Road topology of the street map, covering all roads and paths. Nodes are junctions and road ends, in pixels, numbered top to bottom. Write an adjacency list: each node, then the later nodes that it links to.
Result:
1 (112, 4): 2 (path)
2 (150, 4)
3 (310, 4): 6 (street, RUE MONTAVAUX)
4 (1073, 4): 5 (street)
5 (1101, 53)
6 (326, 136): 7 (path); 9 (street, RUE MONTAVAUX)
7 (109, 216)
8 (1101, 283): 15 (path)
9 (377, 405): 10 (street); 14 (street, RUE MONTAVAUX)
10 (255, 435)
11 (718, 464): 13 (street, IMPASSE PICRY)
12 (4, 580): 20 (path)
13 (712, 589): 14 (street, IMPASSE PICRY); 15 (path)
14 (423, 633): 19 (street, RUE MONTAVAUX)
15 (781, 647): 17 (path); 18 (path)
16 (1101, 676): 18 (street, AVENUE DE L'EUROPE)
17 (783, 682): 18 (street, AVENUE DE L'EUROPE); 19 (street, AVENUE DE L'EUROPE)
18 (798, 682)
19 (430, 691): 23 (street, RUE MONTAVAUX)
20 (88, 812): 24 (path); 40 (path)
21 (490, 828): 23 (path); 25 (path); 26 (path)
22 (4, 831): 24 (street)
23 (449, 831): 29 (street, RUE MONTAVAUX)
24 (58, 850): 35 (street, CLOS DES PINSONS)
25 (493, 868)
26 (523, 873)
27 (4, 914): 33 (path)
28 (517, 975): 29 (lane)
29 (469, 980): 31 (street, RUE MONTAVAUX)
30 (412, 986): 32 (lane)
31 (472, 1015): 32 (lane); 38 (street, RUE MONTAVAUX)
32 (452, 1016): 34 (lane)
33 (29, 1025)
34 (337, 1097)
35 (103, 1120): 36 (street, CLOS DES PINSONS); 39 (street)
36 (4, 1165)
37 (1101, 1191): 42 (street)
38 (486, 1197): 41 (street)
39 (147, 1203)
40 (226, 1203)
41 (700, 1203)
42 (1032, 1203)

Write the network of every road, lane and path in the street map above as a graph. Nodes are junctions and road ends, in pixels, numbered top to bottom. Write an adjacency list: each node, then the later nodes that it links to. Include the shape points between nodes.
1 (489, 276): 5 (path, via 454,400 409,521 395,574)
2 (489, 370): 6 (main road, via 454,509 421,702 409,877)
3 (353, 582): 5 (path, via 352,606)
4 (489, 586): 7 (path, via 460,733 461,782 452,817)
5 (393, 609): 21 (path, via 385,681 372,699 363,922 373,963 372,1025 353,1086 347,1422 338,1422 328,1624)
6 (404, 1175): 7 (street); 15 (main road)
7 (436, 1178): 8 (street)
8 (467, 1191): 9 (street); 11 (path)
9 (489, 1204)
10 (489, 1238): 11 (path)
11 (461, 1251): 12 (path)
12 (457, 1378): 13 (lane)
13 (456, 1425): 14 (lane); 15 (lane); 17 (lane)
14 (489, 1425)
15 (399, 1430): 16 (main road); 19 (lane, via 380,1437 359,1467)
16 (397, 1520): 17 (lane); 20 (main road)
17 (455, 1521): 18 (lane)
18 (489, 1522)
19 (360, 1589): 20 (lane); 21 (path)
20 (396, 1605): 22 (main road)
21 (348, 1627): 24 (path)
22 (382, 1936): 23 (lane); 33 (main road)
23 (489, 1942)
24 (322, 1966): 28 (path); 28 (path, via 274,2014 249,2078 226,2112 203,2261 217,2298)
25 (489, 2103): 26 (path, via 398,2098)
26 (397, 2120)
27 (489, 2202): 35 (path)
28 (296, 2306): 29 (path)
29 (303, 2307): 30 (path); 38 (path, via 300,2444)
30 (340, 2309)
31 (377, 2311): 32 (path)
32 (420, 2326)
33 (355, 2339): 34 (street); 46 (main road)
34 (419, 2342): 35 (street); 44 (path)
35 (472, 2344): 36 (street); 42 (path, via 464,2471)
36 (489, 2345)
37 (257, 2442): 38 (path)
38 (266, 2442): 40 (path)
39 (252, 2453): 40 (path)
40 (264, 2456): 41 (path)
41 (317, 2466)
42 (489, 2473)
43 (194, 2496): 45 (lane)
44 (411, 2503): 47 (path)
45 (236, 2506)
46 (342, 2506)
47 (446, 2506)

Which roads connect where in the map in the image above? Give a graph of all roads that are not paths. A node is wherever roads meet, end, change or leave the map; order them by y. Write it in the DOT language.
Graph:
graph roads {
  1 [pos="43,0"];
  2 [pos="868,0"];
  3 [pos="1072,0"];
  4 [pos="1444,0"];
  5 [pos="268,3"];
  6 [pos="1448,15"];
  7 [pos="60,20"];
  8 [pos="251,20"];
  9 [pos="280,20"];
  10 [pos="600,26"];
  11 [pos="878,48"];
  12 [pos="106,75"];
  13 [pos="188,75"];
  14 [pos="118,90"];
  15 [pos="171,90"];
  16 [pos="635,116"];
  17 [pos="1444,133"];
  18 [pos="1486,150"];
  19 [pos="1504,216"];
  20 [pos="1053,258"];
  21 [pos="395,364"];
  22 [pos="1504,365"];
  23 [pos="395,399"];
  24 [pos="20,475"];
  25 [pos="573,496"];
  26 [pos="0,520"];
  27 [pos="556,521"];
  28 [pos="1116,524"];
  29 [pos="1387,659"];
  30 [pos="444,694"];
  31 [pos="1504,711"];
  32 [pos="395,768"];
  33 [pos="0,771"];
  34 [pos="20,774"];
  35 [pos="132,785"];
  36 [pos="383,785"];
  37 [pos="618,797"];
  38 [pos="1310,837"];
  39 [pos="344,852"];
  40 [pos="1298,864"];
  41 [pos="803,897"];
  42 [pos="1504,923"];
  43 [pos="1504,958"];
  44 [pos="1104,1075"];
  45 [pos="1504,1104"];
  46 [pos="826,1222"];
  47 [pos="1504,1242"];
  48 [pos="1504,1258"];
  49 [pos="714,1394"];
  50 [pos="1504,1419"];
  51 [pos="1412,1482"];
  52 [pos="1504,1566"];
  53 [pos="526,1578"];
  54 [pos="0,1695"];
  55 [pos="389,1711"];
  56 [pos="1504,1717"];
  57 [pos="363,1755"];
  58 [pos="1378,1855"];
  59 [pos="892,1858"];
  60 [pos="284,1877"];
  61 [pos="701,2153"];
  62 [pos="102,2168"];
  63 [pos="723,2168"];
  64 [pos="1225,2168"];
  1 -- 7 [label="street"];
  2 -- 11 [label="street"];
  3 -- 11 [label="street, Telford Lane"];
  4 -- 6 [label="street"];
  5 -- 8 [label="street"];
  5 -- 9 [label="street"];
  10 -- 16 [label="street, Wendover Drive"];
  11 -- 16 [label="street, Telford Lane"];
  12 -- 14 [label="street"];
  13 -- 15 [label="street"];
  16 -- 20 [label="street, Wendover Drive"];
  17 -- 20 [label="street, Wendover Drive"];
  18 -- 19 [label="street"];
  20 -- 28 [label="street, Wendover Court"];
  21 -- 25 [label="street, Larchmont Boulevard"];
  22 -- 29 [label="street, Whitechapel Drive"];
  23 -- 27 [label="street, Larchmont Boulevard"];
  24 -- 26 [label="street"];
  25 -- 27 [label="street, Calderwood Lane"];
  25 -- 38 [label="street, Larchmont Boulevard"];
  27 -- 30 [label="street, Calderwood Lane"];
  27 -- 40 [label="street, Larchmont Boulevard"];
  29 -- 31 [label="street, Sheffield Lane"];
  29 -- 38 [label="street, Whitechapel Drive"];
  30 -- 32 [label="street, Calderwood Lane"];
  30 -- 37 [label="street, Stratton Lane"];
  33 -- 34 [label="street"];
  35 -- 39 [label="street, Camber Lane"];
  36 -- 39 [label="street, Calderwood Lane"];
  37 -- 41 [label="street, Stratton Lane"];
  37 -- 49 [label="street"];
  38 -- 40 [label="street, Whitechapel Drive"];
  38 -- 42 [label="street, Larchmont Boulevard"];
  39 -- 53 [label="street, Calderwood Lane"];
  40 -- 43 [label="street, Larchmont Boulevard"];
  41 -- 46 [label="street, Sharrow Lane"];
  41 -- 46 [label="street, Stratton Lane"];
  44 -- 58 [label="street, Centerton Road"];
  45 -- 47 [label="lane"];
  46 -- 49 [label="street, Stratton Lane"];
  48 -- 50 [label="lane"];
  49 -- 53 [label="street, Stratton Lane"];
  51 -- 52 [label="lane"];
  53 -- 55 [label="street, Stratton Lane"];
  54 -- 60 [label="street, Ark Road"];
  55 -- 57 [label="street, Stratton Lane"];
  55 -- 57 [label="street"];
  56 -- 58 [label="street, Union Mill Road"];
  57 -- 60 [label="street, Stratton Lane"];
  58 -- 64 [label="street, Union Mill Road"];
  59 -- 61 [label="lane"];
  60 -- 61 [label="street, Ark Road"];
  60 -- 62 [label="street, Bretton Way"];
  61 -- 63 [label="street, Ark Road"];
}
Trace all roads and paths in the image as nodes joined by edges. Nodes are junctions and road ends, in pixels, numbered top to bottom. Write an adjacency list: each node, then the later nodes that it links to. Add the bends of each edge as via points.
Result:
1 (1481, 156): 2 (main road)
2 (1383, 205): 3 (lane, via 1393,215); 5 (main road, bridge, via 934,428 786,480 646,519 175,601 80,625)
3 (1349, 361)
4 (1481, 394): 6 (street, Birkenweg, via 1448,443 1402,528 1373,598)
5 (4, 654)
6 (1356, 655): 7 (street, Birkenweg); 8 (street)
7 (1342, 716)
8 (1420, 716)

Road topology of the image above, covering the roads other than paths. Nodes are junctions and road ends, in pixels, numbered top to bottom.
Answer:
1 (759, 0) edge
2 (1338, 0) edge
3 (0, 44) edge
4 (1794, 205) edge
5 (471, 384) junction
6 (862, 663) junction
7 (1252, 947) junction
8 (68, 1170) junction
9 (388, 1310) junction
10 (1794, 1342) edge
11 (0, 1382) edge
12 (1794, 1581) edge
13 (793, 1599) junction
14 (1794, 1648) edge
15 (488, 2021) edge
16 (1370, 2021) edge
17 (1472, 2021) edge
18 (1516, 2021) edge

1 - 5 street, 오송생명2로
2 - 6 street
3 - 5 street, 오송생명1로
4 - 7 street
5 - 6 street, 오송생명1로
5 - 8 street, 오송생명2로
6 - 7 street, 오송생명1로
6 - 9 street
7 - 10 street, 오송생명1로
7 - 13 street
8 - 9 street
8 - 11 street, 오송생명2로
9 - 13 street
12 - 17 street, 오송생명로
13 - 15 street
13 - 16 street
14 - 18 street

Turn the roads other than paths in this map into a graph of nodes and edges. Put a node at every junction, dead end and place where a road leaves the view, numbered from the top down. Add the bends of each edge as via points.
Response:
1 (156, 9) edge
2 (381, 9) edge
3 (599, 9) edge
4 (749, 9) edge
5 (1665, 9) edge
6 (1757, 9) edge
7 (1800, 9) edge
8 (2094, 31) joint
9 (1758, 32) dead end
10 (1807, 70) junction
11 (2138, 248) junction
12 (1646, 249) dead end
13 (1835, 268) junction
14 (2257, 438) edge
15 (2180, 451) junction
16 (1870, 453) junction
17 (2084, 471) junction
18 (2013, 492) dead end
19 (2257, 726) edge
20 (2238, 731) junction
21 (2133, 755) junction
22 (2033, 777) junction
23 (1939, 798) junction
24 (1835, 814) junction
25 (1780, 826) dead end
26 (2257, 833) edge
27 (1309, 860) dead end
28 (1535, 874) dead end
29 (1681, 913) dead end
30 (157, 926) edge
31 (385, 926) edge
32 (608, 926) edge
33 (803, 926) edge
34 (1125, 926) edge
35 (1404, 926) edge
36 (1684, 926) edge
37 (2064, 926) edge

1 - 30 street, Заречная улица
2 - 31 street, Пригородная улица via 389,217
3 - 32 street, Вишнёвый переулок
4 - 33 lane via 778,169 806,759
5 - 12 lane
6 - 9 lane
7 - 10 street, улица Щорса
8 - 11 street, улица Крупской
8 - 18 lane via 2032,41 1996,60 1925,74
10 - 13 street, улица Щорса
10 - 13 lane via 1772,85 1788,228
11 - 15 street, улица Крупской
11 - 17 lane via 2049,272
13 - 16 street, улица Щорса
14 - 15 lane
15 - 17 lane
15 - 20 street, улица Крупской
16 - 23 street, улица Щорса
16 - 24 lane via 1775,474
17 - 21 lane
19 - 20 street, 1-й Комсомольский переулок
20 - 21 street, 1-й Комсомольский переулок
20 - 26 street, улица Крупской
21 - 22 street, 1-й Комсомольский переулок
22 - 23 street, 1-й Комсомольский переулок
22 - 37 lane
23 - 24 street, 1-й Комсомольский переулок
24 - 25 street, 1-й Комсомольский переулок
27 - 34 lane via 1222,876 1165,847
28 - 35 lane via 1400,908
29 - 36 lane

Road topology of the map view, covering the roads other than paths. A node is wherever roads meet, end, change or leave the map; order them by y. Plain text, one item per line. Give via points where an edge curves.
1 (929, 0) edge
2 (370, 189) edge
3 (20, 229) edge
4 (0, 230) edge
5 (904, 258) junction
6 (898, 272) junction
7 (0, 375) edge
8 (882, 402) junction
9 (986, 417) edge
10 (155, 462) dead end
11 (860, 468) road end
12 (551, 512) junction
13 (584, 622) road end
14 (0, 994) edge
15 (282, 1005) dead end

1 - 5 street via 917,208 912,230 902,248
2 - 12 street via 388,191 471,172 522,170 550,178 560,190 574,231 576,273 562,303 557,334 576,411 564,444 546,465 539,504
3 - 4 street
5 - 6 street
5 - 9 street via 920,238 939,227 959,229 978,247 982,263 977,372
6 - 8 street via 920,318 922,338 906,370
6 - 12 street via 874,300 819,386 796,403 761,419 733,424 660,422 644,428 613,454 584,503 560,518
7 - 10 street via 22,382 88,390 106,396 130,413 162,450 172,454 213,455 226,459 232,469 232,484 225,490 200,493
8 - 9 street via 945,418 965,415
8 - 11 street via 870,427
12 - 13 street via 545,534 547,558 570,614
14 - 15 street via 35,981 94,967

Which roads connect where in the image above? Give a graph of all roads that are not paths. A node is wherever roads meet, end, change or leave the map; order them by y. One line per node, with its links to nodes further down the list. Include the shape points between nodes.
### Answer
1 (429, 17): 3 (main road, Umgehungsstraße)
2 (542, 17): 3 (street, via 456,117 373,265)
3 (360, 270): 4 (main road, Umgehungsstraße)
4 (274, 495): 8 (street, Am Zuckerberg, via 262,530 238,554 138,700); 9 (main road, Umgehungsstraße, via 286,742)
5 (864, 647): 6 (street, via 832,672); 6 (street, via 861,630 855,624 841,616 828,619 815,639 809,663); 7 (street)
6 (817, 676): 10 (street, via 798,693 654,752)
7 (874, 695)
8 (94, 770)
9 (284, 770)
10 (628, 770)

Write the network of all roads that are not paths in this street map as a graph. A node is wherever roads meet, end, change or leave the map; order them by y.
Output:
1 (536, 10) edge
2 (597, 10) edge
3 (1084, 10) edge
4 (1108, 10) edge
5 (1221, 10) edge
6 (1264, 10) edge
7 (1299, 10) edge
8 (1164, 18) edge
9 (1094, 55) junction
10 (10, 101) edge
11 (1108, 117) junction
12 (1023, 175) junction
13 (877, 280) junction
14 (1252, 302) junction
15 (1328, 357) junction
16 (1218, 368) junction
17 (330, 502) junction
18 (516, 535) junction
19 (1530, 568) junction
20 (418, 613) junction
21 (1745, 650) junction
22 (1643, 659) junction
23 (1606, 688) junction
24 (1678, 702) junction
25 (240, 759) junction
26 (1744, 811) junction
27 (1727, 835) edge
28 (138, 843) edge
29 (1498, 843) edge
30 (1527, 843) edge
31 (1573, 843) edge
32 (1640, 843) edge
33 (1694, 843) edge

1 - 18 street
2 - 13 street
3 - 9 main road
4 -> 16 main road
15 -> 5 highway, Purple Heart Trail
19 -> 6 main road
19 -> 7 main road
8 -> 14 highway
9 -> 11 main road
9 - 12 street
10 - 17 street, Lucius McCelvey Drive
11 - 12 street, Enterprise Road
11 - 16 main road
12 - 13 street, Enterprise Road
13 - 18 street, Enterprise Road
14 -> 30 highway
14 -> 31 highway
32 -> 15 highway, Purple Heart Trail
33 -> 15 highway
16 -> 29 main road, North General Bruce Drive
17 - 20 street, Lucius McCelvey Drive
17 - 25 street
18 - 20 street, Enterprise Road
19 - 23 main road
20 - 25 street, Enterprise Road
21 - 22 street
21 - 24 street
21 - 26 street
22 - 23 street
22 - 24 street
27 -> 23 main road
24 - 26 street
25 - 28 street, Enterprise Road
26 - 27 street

Brief:
Which lines of the data above contain the string "Wendover"? Copy each of them.

Exercise result:
  10 -- 16 [label="street, Wendover Drive"];
  16 -- 20 [label="street, Wendover Drive"];
  17 -- 20 [label="street, Wendover Drive"];
  20 -- 28 [label="street, Wendover Court"];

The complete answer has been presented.